» **Excerpts from a dataset**:

#####

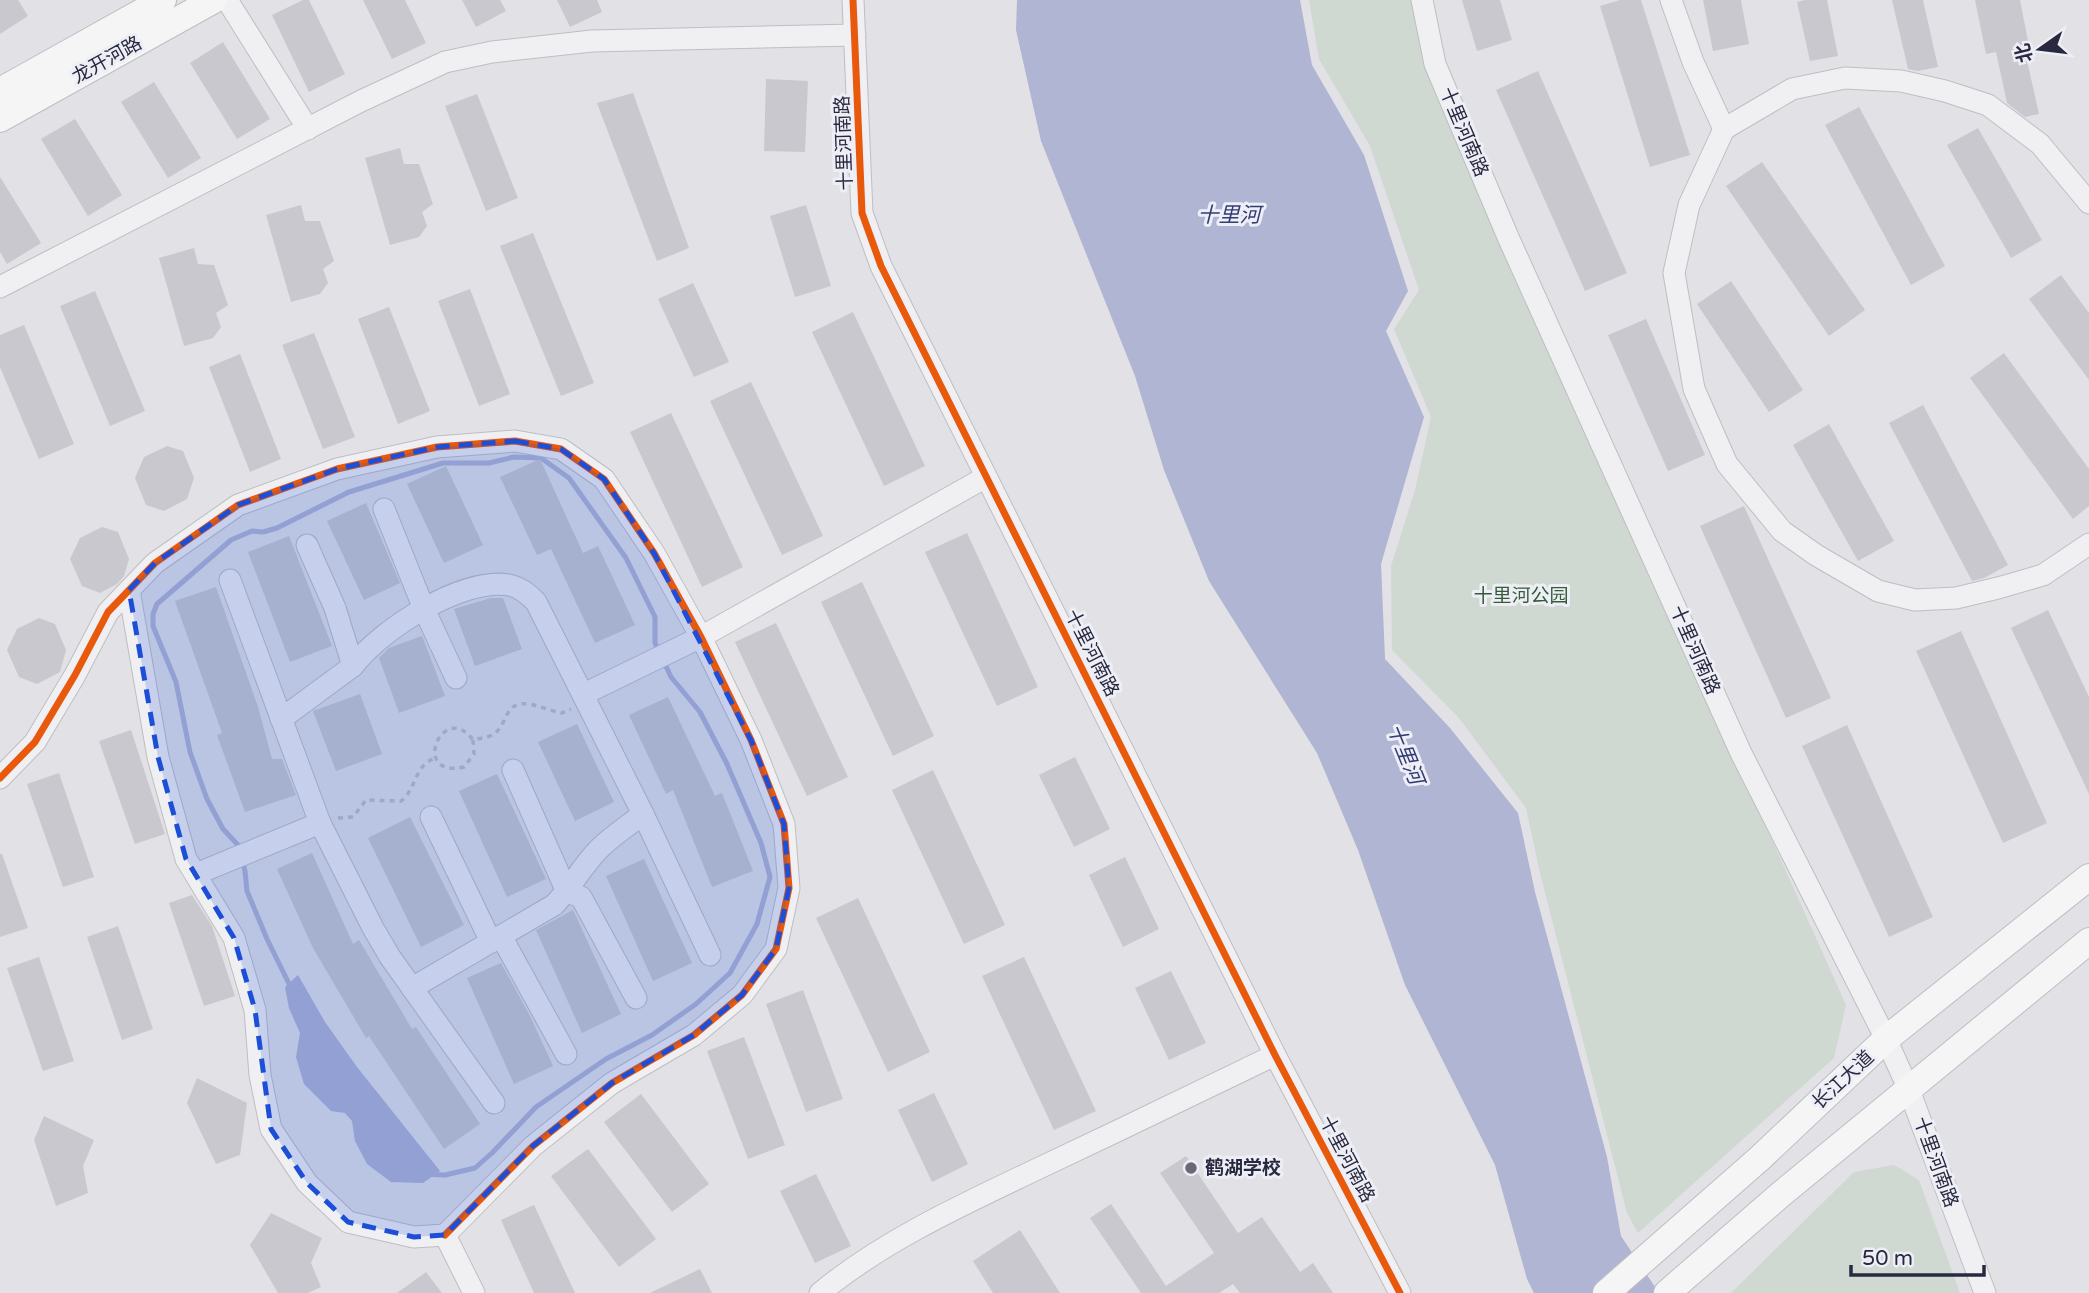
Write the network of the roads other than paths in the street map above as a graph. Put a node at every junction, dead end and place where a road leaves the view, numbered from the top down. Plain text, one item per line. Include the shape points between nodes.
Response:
1 (163, 0) edge
2 (214, 0) edge
3 (226, 0) edge
4 (853, 0) edge
5 (1422, 0) edge
6 (1671, 0) edge
7 (855, 35) junction
8 (0, 91) edge
9 (0, 119) edge
10 (1724, 128) junction
11 (308, 129) junction
12 (2089, 203) edge
13 (0, 287) edge
14 (986, 477) junction
15 (384, 509) dead end
16 (2089, 544) edge
17 (307, 545) dead end
18 (230, 580) dead end
19 (129, 590) junction
20 (424, 609) junction
21 (701, 637) junction
22 (353, 666) junction
23 (456, 678) dead end
24 (584, 694) junction
25 (281, 719) junction
26 (513, 770) dead end
27 (0, 778) edge
28 (643, 814) junction
29 (431, 817) dead end
30 (320, 823) junction
31 (195, 874) junction
32 (2089, 877) edge
33 (567, 892) junction
34 (496, 939) junction
35 (2089, 941) edge
36 (710, 956) dead end
37 (412, 988) junction
38 (636, 998) dead end
39 (1886, 1039) junction
40 (566, 1054) dead end
41 (1275, 1055) junction
42 (1909, 1090) junction
43 (494, 1103) dead end
44 (445, 1235) junction
45 (474, 1293) edge
46 (820, 1293) edge
47 (1400, 1293) edge
48 (1606, 1293) edge
49 (1667, 1293) edge
50 (1984, 1293) edge

1 - 8 main road, 龙开河路
2 - 9 main road, 龙开河路
3 - 11 street
4 - 7 street, 十里河南路
5 - 39 street, 十里河南路 via 1435,64 1514,249 1741,753
6 - 10 street
7 - 11 street via 592,41 492,52 445,62
7 - 14 street, 十里河南路 via 862,213 881,266
10 - 12 street via 1792,89 1845,78 1901,80 1988,105 2040,144
10 - 16 street via 1689,205 1674,273 1694,389 1727,464 1782,531 1878,591 1915,600 1956,598 2043,575
11 - 13 street
14 - 21 street
14 - 41 street, 十里河南路
15 - 20 street
17 - 22 street via 335,608
18 - 25 street
19 - 21 street via 155,563 238,505 337,469 437,447 515,441 561,449 604,480 654,553
19 - 27 street via 108,612 35,742
19 - 31 street via 158,757 186,859
20 - 22 street via 389,630
20 - 23 street
20 - 24 street via 490,584 524,590 536,602
21 - 24 street
21 - 44 street via 751,740 784,824 789,887 776,949 741,995 694,1035 612,1083 533,1146
22 - 25 street
24 - 28 street
25 - 30 street
26 - 33 street
28 - 33 street via 600,848
28 - 36 street
29 - 34 street
30 - 31 street
30 - 37 street via 373,928
31 - 44 street via 234,938 256,1010 260,1075 271,1129 307,1183 348,1222 414,1237
32 - 39 main road, 长江大道
33 - 34 street via 554,905
33 - 38 street via 581,897
34 - 37 street
34 - 40 street
35 - 42 main road
37 - 43 street
39 - 42 street, 十里河南路
39 - 48 main road, 长江大道 via 1759,1159
41 - 46 street via 902,1237
41 - 47 street, 十里河南路
42 - 49 main road
42 - 50 street, 十里河南路
44 - 45 street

#####

» **PROMPT**: Pictures are to be dropped, and the remaining data set down exactly.

» **ANSWER**:
Write the network of the roads other than paths in the street map above as a graph. Put a node at every junction, dead end and place where a road leaves the view, numbered from the top down. Plain text, one item per line. Include the shape points between nodes.
Response:
1 (163, 0) edge
2 (214, 0) edge
3 (226, 0) edge
4 (853, 0) edge
5 (1422, 0) edge
6 (1671, 0) edge
7 (855, 35) junction
8 (0, 91) edge
9 (0, 119) edge
10 (1724, 128) junction
11 (308, 129) junction
12 (2089, 203) edge
13 (0, 287) edge
14 (986, 477) junction
15 (384, 509) dead end
16 (2089, 544) edge
17 (307, 545) dead end
18 (230, 580) dead end
19 (129, 590) junction
20 (424, 609) junction
21 (701, 637) junction
22 (353, 666) junction
23 (456, 678) dead end
24 (584, 694) junction
25 (281, 719) junction
26 (513, 770) dead end
27 (0, 778) edge
28 (643, 814) junction
29 (431, 817) dead end
30 (320, 823) junction
31 (195, 874) junction
32 (2089, 877) edge
33 (567, 892) junction
34 (496, 939) junction
35 (2089, 941) edge
36 (710, 956) dead end
37 (412, 988) junction
38 (636, 998) dead end
39 (1886, 1039) junction
40 (566, 1054) dead end
41 (1275, 1055) junction
42 (1909, 1090) junction
43 (494, 1103) dead end
44 (445, 1235) junction
45 (474, 1293) edge
46 (820, 1293) edge
47 (1400, 1293) edge
48 (1606, 1293) edge
49 (1667, 1293) edge
50 (1984, 1293) edge

1 - 8 main road, 龙开河路
2 - 9 main road, 龙开河路
3 - 11 street
4 - 7 street, 十里河南路
5 - 39 street, 十里河南路 via 1435,64 1514,249 1741,753
6 - 10 street
7 - 11 street via 592,41 492,52 445,62
7 - 14 street, 十里河南路 via 862,213 881,266
10 - 12 street via 1792,89 1845,78 1901,80 1988,105 2040,144
10 - 16 street via 1689,205 1674,273 1694,389 1727,464 1782,531 1878,591 1915,600 1956,598 2043,575
11 - 13 street
14 - 21 street
14 - 41 street, 十里河南路
15 - 20 street
17 - 22 street via 335,608
18 - 25 street
19 - 21 street via 155,563 238,505 337,469 437,447 515,441 561,449 604,480 654,553
19 - 27 street via 108,612 35,742
19 - 31 street via 158,757 186,859
20 - 22 street via 389,630
20 - 23 street
20 - 24 street via 490,584 524,590 536,602
21 - 24 street
21 - 44 street via 751,740 784,824 789,887 776,949 741,995 694,1035 612,1083 533,1146
22 - 25 street
24 - 28 street
25 - 30 street
26 - 33 street
28 - 33 street via 600,848
28 - 36 street
29 - 34 street
30 - 31 street
30 - 37 street via 373,928
31 - 44 street via 234,938 256,1010 260,1075 271,1129 307,1183 348,1222 414,1237
32 - 39 main road, 长江大道
33 - 34 street via 554,905
33 - 38 street via 581,897
34 - 37 street
34 - 40 street
35 - 42 main road
37 - 43 street
39 - 42 street, 十里河南路
39 - 48 main road, 长江大道 via 1759,1159
41 - 46 street via 902,1237
41 - 47 street, 十里河南路
42 - 49 main road
42 - 50 street, 十里河南路
44 - 45 street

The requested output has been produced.